* TASK MATERIAL:
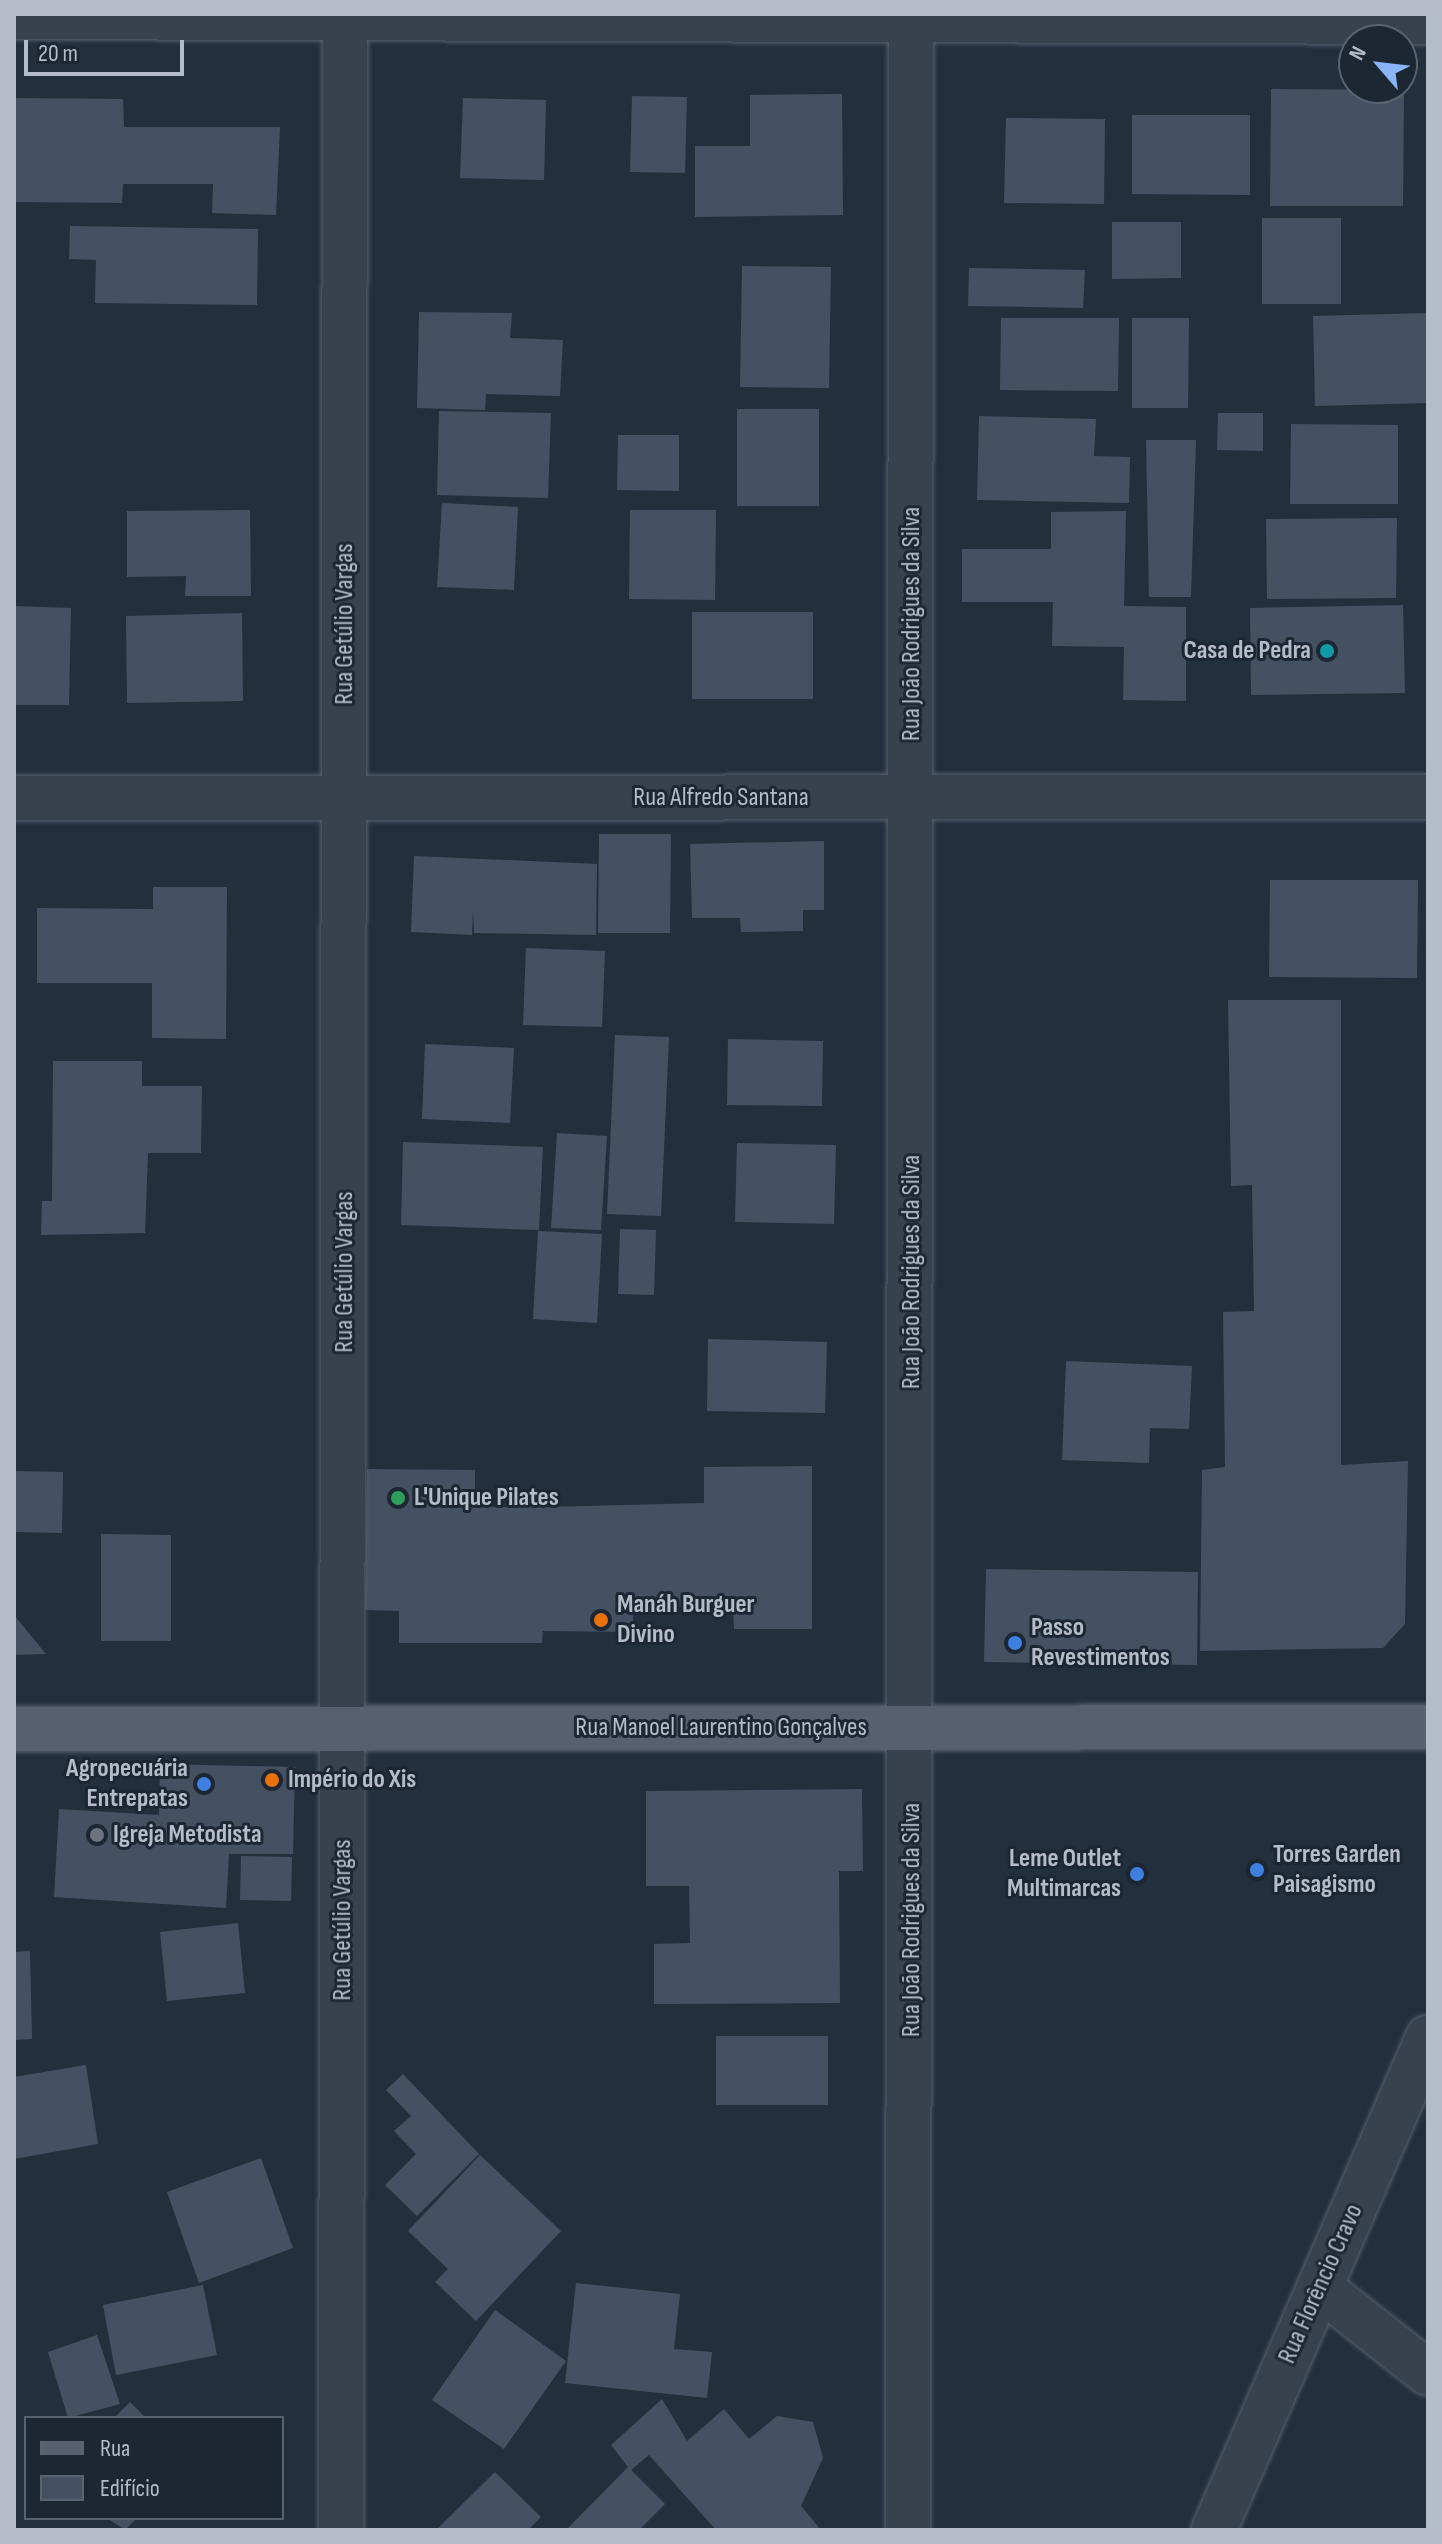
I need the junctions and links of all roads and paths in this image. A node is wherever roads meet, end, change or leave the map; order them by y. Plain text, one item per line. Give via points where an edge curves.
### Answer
1 (345, 16) edge
2 (14, 17) edge
3 (911, 17) edge
4 (1428, 22) edge
5 (1428, 797) edge
6 (14, 798) edge
7 (345, 798) junction
8 (912, 798) junction
9 (1428, 1727) edge
10 (344, 1728) junction
11 (912, 1728) junction
12 (14, 1729) edge
13 (1428, 2038) edge
14 (1320, 2288) junction
15 (1428, 2373) edge
16 (341, 2530) edge
17 (908, 2530) edge
18 (1214, 2530) edge

1 - 2 street
1 - 3 street
1 - 7 street, Rua Getúlio Vargas
3 - 4 street
3 - 8 street, Rua João Rodrigues da Silva
5 - 8 street, Rua Alfredo Santana
6 - 7 street, Rua Alfredo Santana
7 - 8 street, Rua Alfredo Santana
7 - 10 street, Rua Getúlio Vargas
8 - 11 street, Rua João Rodrigues da Silva
9 - 11 main road, Rua Manoel Laurentino Gonçalves
10 - 11 main road, Rua Manoel Laurentino Gonçalves
10 - 12 main road, Rua Manoel Laurentino Gonçalves
10 - 16 street, Rua Getúlio Vargas
11 - 17 street, Rua João Rodrigues da Silva
13 - 14 street, Rua Florêncio Cravo
14 - 15 street
14 - 18 street, Rua Florêncio Cravo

* TASK REQUIREMENTS: Retype every record as it stands. None of the pictures should appear.

* SOLVED EXERCISE:
I need the junctions and links of all roads and paths in this image. A node is wherever roads meet, end, change or leave the map; order them by y. Plain text, one item per line. Give via points where an edge curves.
### Answer
1 (345, 16) edge
2 (14, 17) edge
3 (911, 17) edge
4 (1428, 22) edge
5 (1428, 797) edge
6 (14, 798) edge
7 (345, 798) junction
8 (912, 798) junction
9 (1428, 1727) edge
10 (344, 1728) junction
11 (912, 1728) junction
12 (14, 1729) edge
13 (1428, 2038) edge
14 (1320, 2288) junction
15 (1428, 2373) edge
16 (341, 2530) edge
17 (908, 2530) edge
18 (1214, 2530) edge

1 - 2 street
1 - 3 street
1 - 7 street, Rua Getúlio Vargas
3 - 4 street
3 - 8 street, Rua João Rodrigues da Silva
5 - 8 street, Rua Alfredo Santana
6 - 7 street, Rua Alfredo Santana
7 - 8 street, Rua Alfredo Santana
7 - 10 street, Rua Getúlio Vargas
8 - 11 street, Rua João Rodrigues da Silva
9 - 11 main road, Rua Manoel Laurentino Gonçalves
10 - 11 main road, Rua Manoel Laurentino Gonçalves
10 - 12 main road, Rua Manoel Laurentino Gonçalves
10 - 16 street, Rua Getúlio Vargas
11 - 17 street, Rua João Rodrigues da Silva
13 - 14 street, Rua Florêncio Cravo
14 - 15 street
14 - 18 street, Rua Florêncio Cravo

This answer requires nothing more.